The response includes _source with the stored primary key columns:

{
  "took": 1,
  "timed_out": false,
  "_shards": {
    "total": 4,
    "successful": 4,
    "skipped": 0,
    "failed": 0
  },
  "hits": {
    "total": {
      "value": 4,
      "relation": "eq"
    },
    "max_score": 1,
    "hits": [
      {
        "_index": "searchindex_db.search_table.idx",
        "_id": "8000000000000006e69d8ee58588e7949f00",
        "_score": 1,
        "_source": {
          "user_id": 6,
          "name": "Mr. Li"
        }
      },
      {
        "_index": "searchindex_db.search_table.idx",
        "_id": "8000000000000014e78e8be58588e7949f00",
        "_score": 1,
        "_source": {
          "user_id": 20,
          "name": "Mr. Wang"
        }
      },
      {
        "_index": "searchindex_db.search_table.idx",
        "_id": "8000000000000001e5bca0e58588e7949f00",
        "_score": 1,
        "_source": {
          "user_id": 1,
          "name": "Mr. Zhang"
        }
      },
      {
        "_index": "searchindex_db.search_table.idx",
        "_id": "800000000000001ce99988e5a5b3e5a3ab00",
        "_score": 1,
        "_source": {
          "user_id": 28,
          "name": "Ms. Chen"
        }
      }
    ]
  }
}

Each _source object contains the user_id and name primary key columns. The other indexed fields (age, city, gender, and so on) remain searchable but are not returned in _source. Use the primary key values to query the wide table directly when you need the full row.

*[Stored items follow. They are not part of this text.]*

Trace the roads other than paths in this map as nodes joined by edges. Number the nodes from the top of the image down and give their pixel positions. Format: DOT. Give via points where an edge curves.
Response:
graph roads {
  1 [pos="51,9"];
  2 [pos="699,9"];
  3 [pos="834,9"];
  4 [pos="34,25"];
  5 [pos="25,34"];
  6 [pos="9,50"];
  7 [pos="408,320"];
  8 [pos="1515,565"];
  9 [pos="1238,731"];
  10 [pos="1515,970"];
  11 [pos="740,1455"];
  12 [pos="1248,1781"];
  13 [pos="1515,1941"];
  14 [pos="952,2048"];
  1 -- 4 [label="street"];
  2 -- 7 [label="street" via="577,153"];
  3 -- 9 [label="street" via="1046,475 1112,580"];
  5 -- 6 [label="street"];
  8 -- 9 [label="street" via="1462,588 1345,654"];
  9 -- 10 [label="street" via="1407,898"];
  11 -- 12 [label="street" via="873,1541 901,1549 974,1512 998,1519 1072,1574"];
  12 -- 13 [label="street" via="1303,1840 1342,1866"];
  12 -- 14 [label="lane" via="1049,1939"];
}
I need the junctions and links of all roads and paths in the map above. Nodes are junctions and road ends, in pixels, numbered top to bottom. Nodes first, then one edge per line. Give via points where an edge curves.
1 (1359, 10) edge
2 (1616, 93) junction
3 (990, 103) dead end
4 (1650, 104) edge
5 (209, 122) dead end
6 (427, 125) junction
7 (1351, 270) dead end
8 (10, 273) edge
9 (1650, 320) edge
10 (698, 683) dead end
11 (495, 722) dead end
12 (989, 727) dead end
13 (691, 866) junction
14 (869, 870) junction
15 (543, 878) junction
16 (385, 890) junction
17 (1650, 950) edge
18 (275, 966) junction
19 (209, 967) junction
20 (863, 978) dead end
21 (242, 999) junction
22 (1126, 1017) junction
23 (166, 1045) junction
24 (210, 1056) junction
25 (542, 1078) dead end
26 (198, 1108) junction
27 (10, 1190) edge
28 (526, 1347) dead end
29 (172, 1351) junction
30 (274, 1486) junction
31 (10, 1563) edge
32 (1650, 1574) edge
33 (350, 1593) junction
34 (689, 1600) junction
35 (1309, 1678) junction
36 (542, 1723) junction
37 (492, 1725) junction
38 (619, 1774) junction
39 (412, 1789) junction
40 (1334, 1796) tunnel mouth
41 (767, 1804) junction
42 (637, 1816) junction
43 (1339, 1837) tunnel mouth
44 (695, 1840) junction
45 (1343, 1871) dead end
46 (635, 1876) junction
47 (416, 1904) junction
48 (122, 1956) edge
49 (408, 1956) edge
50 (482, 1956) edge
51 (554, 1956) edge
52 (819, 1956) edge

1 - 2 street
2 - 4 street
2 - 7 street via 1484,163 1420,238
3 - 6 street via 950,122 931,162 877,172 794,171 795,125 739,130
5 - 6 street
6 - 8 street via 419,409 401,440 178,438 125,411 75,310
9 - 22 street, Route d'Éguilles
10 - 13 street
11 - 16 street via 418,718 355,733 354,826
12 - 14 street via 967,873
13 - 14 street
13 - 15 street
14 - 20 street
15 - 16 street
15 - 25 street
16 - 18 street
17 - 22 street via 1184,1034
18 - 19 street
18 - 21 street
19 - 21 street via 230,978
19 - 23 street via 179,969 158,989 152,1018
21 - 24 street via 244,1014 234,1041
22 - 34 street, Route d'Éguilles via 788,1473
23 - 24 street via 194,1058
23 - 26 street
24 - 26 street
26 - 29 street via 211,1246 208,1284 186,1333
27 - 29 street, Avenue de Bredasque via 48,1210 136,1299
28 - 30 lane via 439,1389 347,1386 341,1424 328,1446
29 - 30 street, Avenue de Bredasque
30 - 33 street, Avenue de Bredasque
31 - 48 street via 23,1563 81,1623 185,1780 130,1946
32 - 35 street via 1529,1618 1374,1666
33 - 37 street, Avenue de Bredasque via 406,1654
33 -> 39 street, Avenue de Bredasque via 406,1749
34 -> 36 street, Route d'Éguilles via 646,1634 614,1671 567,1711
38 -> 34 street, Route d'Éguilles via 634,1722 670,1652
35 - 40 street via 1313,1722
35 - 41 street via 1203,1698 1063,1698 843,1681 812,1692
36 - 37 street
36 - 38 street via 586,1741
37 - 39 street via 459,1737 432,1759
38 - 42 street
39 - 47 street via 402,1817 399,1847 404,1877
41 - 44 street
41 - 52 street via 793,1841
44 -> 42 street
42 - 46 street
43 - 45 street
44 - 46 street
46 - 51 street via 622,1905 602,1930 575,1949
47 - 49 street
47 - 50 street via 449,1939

Map the index _id to the wide table primary key

Note

Skip this section if you used SOURCE_SETTINGS to store the primary key columns in the index — you can retrieve primary keys directly from _source.

Each wide table row maps one-to-one to an Elasticsearch document through index synchronization. If you did not store raw data in the index, decode the _id field to get the primary key, then query the wide table.